— What you will do —
List each line of the data that holds the string "paths".

— Provided information —
##############################
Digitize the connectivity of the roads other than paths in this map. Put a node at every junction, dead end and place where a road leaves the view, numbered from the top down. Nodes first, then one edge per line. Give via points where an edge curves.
##############################
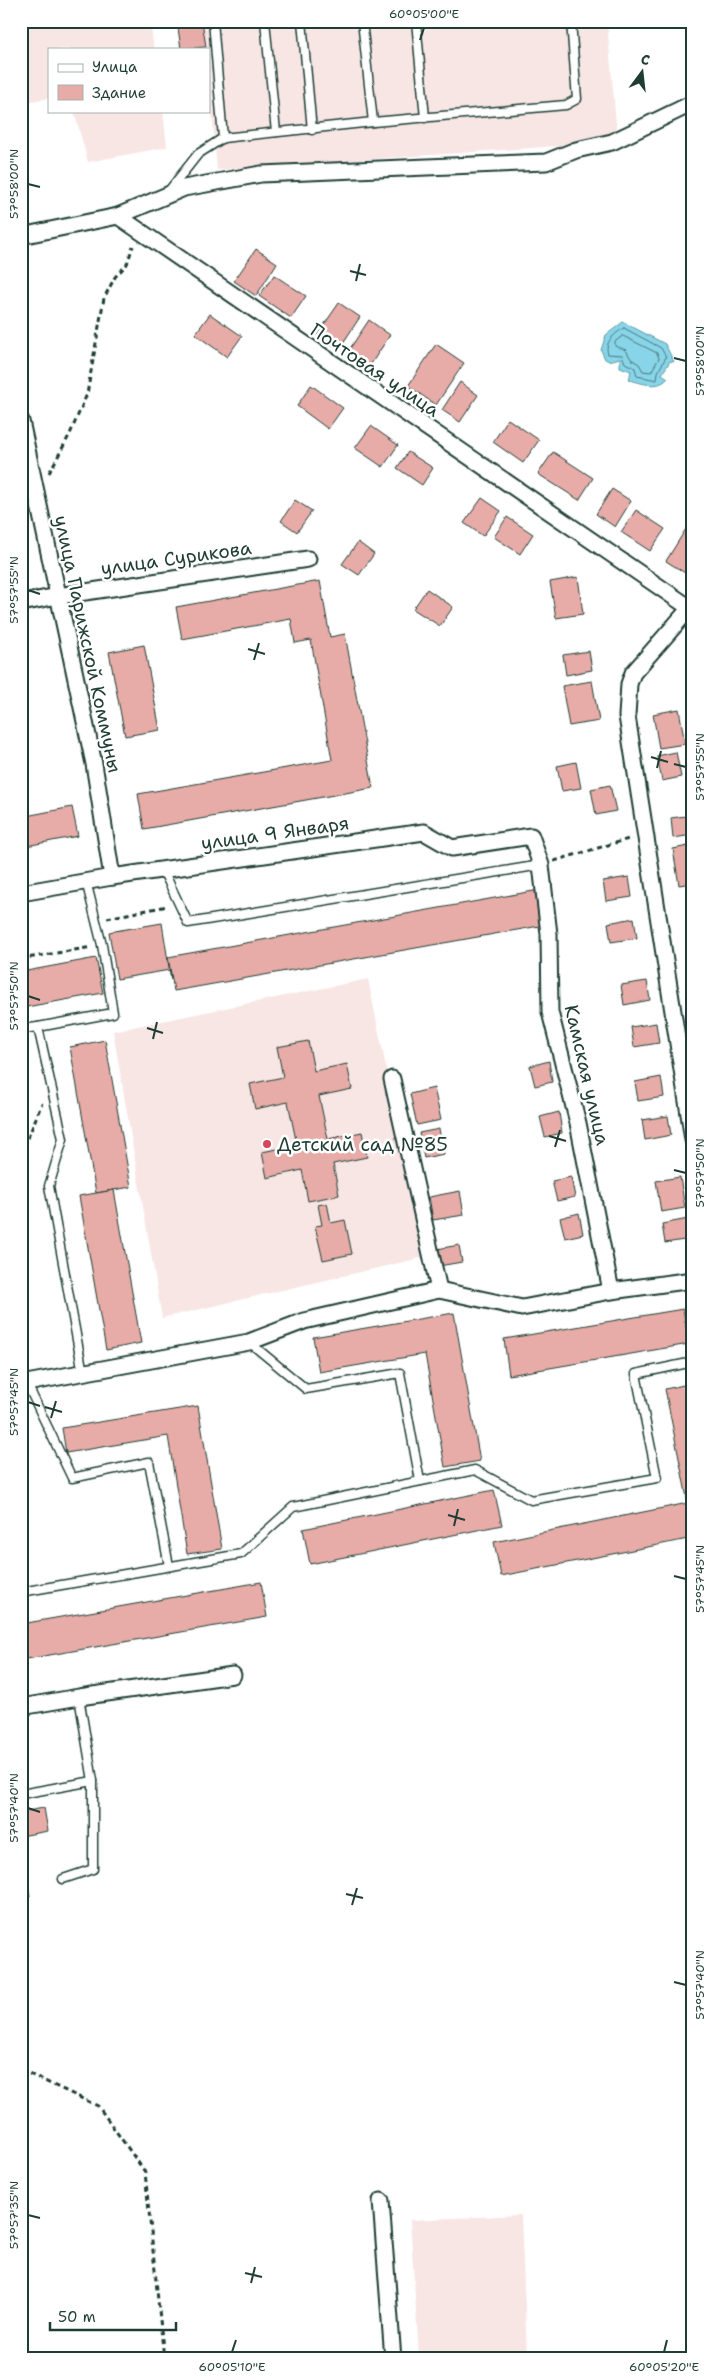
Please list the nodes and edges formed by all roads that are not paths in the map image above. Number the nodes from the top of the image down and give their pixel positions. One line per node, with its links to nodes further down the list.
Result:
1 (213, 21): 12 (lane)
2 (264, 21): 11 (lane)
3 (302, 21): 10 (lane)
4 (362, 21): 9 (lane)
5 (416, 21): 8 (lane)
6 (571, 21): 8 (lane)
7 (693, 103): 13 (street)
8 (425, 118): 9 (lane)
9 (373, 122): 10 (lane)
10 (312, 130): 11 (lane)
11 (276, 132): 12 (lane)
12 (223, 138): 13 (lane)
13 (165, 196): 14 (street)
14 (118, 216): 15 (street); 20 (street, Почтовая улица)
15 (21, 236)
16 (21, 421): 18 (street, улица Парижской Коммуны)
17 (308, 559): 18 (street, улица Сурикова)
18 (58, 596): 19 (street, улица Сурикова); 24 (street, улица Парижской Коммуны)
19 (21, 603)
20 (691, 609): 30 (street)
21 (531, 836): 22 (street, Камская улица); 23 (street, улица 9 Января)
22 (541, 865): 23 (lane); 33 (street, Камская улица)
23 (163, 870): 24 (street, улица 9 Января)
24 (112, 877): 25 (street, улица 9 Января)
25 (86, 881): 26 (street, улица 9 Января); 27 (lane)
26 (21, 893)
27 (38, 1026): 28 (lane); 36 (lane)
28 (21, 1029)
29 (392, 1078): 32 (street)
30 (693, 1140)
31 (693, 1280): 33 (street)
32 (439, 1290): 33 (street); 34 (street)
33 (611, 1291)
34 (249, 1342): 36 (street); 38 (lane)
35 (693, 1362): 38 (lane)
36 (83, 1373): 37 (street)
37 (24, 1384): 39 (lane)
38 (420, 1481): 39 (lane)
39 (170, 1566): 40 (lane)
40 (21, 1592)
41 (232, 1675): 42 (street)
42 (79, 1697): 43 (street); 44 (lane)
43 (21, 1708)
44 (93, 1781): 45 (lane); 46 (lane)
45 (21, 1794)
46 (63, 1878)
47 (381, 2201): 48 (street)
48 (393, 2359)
##############################
— Response to this exercise —
Digitize the connectivity of the roads other than paths in this map. Put a node at every junction, dead end and place where a road leaves the view, numbered from the top down. Nodes first, then one edge per line. Give via points where an edge curves.
Please list the nodes and edges formed by all roads that are not paths in the map image above. Number the nodes from the top of the image down and give their pixel positions. One line per node, with its links to nodes further down the list.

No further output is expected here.